ヘッジとは日本語で「回避」という意味です。為替ヘッジといえば為替相場変動のリスクを回避するという事です。外国債券を運用する場合には、日本円と投資する外国債券の通貨との間に価値的な変動が起きて、タイミングによって価値が上がったり下がったりします。うまく価値が上がった時に売却すれば利益になりますが、価値が下がれば損失になります。

為替変動によって損失を被る可能性のことを為替リスクといいます。為替変動による不利益を回避する行為が為替ヘッジです。為替ヘッジの方法にはいろいろありますが、最もよく行われる方法は為替先物予約です。為替先物予約とは、あらかじめ期日を確定して当該通貨の売買を予約することによって円転換価額を確定してしまう事です。この時の通貨の価額を為替レートといいます。

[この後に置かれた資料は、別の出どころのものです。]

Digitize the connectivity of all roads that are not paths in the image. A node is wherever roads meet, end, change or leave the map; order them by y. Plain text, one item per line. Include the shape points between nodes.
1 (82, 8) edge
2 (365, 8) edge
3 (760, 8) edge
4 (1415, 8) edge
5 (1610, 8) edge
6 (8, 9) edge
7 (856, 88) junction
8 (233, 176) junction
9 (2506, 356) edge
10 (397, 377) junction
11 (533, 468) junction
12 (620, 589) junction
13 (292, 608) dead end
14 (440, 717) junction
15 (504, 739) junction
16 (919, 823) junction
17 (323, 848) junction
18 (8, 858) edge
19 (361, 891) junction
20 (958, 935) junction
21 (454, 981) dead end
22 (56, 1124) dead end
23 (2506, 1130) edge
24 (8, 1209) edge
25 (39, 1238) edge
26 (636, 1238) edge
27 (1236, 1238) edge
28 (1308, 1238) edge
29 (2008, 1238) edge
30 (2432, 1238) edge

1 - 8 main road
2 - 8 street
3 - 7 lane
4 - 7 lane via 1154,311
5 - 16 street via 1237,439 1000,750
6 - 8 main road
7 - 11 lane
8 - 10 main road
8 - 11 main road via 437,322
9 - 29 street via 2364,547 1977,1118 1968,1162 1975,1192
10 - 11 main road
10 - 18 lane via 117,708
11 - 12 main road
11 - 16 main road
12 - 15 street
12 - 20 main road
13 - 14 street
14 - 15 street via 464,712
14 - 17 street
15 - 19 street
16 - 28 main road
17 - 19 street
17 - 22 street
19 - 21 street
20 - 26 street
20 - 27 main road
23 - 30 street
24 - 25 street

為替レートを確定してしまえば、その後為替相場がどのように変動しても損失を被る心配が無くなります。この方法は、貿易の現場では必ずと言っていいほど行われる為替ヘッジの手法です。

為替ヘッジの仕組み

投資信託の為替ヘッジは為替先物予約という方法で行われます。1ヵ月から3ヵ月ぐらいの期日を設定して為替先物予約をすると、予約期間中の円転換レートが固定します。これなら為替変動に神経質にならずに外債を保有することができます。普通為替ヘッジのための為替先物予約は、期日が到来すれば順次期日を延長することができます。しかし、為替予約期間が長くなればなるほどコストがかかります。

円転換レート固定の為に為替先物予約をするということは、言い換えれば通貨を売り、円を買うということです。買った方の通貨の利息を受け取り、売った方の通貨の利息を払わなければなりません。もし、米ドルの為替ヘッジのために3ヵ月後期日で為替先物予約をすれば、アメリカの短期金利で米ドル分3ヵ月分の短期金利を受け取り、日本円3ヵ月分の日本の短期金利を払わなければなりません。

現状、米国の短期金利の方が日本のそれよりも高いので、差し引きマイナスになります。このマイナス分が為替ヘッジコストです。ですから金利の高い国の債券ほど、為替ヘッジコストは高くなります。一方で金利の高い国の債券ほど利回りは有利ですが、為替リスクは高くなるという傾向があります。利回りのいい外債を保有して高い為替リスクを負担するか、または多少利回りは薄くなっても為替が安定した外債を保有するかが思案のしどころなのです。

為替ヘッジのメリット

為替は意外なことを発端にして大きく変動することが有ります。経済事情や紛争はもとより、時には地震や津波のような大災害など全く予測できない事柄が発端となることもあります。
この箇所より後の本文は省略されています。